Back in the living-room he took several sheets of the forged letterheads and stuffed them in his pocket, looked at his wrist watch, and was angrily aware of the dull, throbbing pain in his wounded head.
He returned to the bedroom on the second to find Nash wearing a blood-spotted shirt and trousers, and groping on the floor for his socks.
“You’re all right the way you are,” he growled, taking him firmly by the elbow and jerking him erect. He swung the arm up in a half nelson behind his back and shoved him out to the stairway and down to his car at the curb.
Nash huddled in the corner of the front seat, sniffling and choking, while Shayne drove to headquarters.
Parking in the police lot, he yanked Nash out and half carried him in the side entrance and back to Gentry’s office.
Timothy Rourke was with the chief when Shayne kicked the door open and tossed him inside. “There he is, Will. I hope I left him enough teeth to talk with.”

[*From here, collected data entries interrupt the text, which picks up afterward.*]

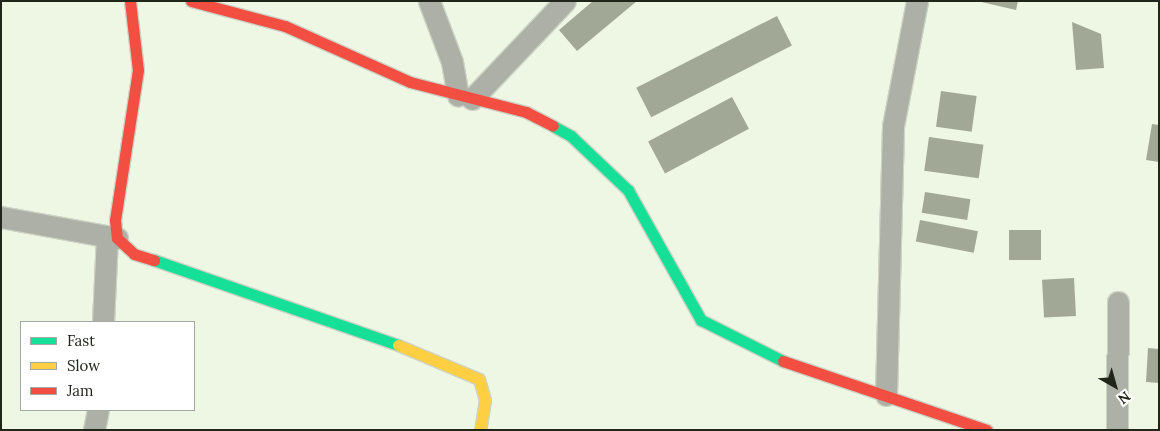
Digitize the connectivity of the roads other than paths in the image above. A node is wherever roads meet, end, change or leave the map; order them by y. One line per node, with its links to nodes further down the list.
1 (130, 1): 8 (street)
2 (191, 1): 6 (street)
3 (430, 1): 6 (street)
4 (565, 1): 6 (street)
5 (917, 1): 11 (street)
6 (465, 97): 11 (street)
7 (1, 217): 8 (street)
8 (112, 237): 10 (street); 14 (street)
9 (1118, 302): 16 (street)
10 (103, 321)
11 (886, 395): 15 (street)
12 (98, 411): 13 (street)
13 (94, 430)
14 (480, 430)
15 (987, 430)
16 (1117, 430)

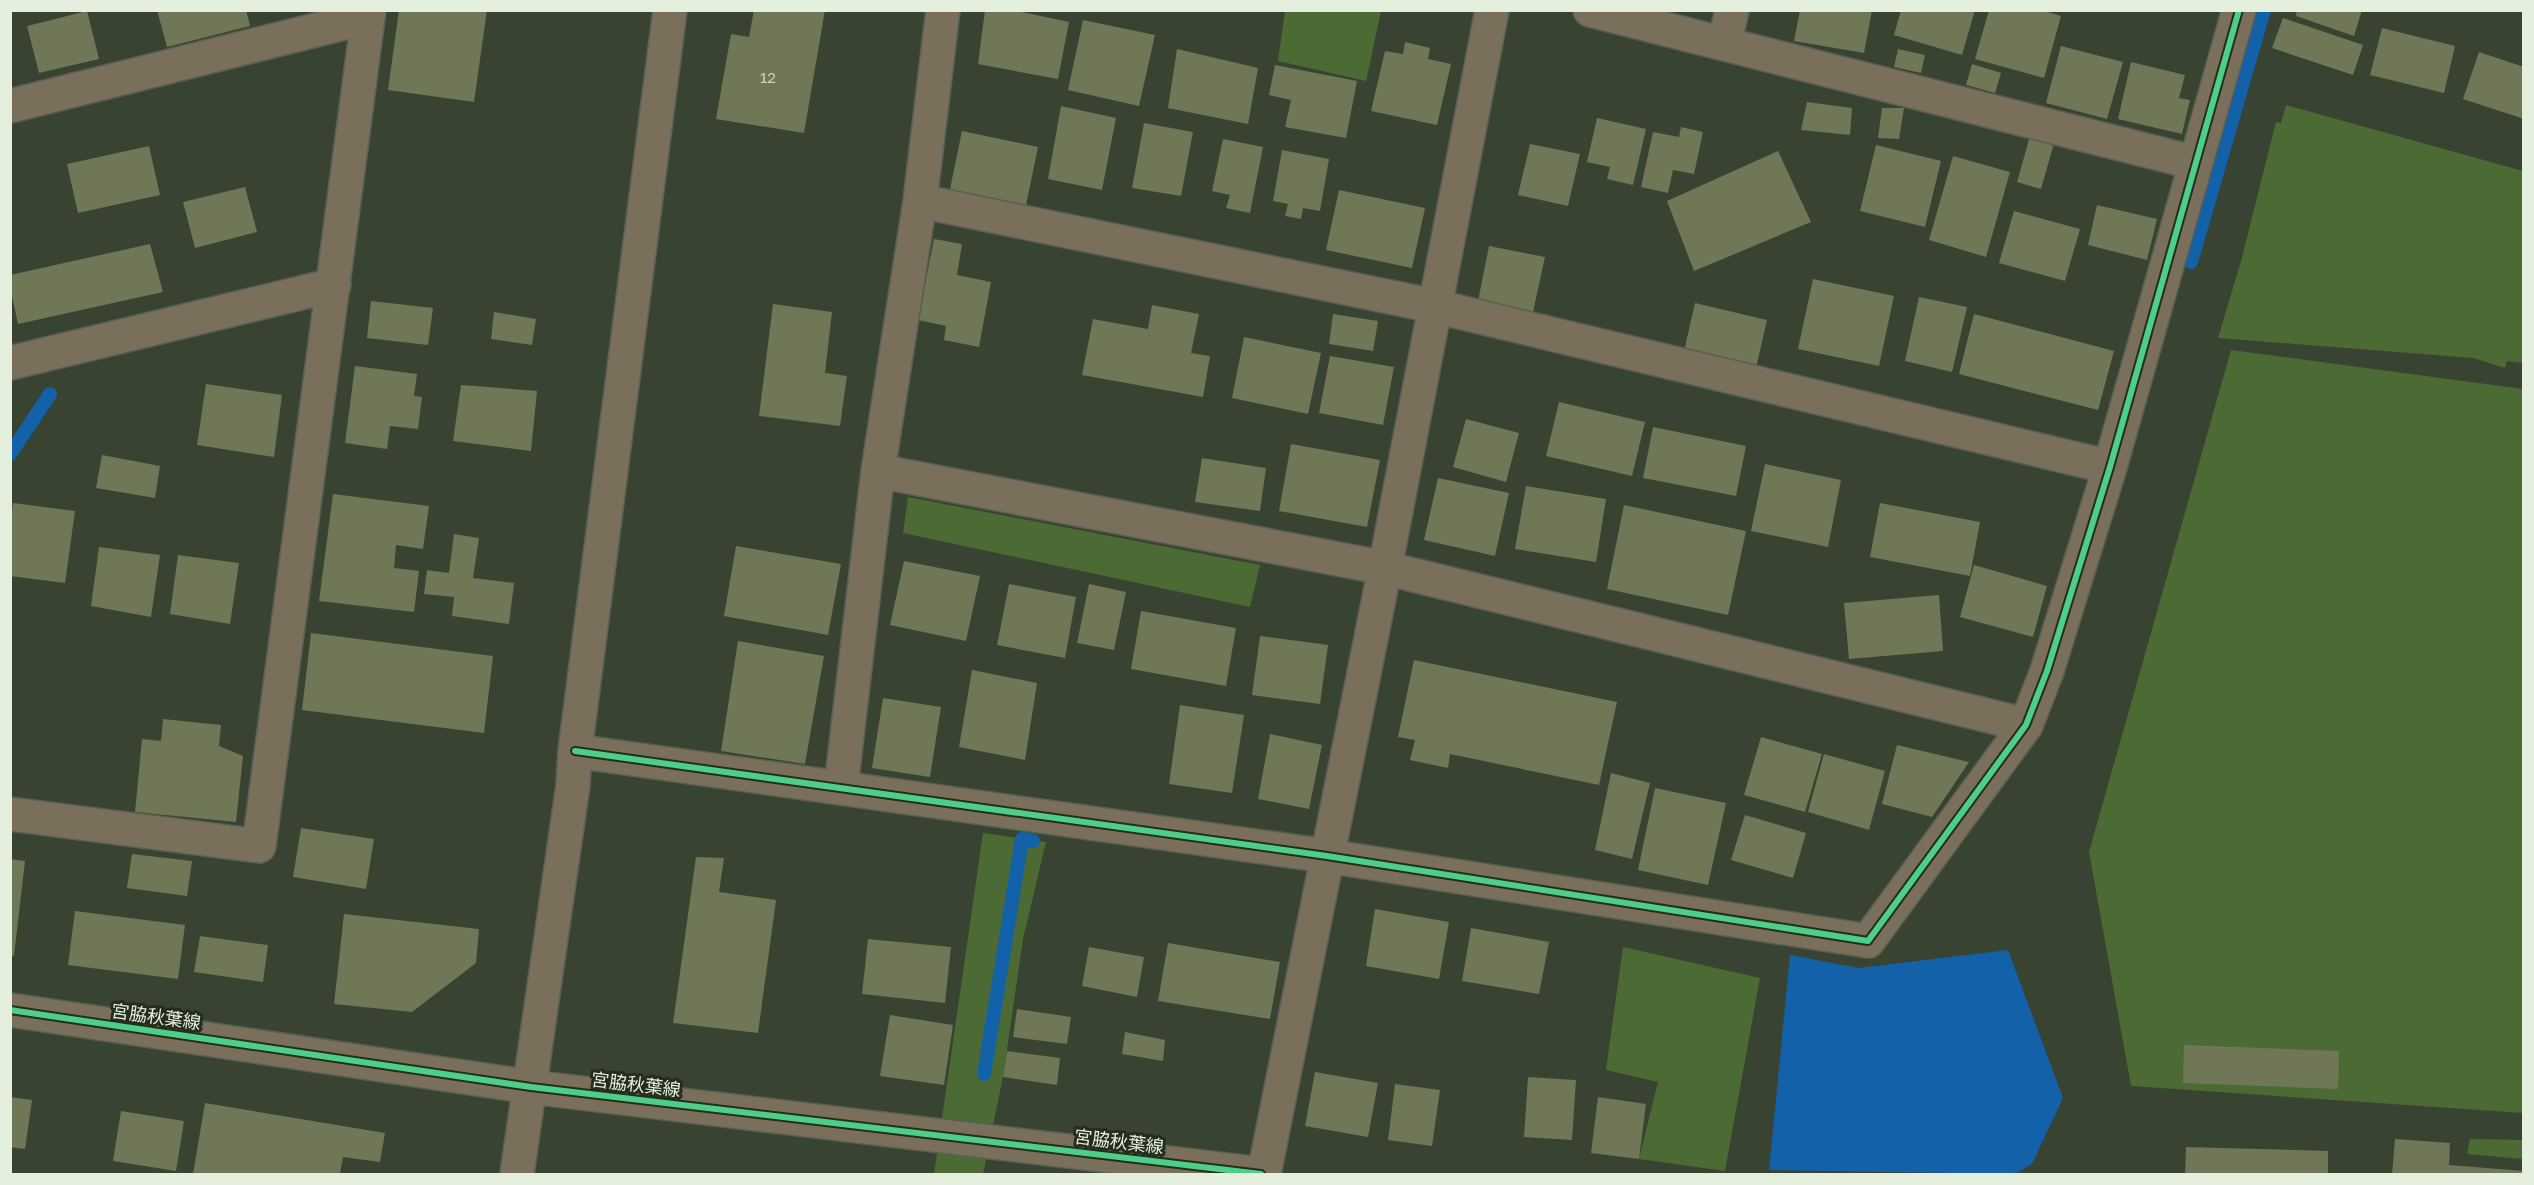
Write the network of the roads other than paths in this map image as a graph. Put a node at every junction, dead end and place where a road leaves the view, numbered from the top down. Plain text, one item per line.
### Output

Gentry rolled his rumpled lids up and stared at the bloody, barefoot man. “Who the hell is it?” he thundered.
“ What the hell is it would be more appropriate,” Timothy Rourke said mockingly, and his nostrils flared like a bloodhound on the scent.
“The name is Bill Nash,” Shayne grated. “I had him in my office pinch-hitting for Lucy a couple of months ago. He got smart and tried to grab up all the new cases that came in while I wasn’t around. Bates’s letter was one of them.
“I got everything from him,” he went on grimly, “except the straight about mixing up my room with Carrol’s. Maybe your boys’ technique will be better than mine for that.”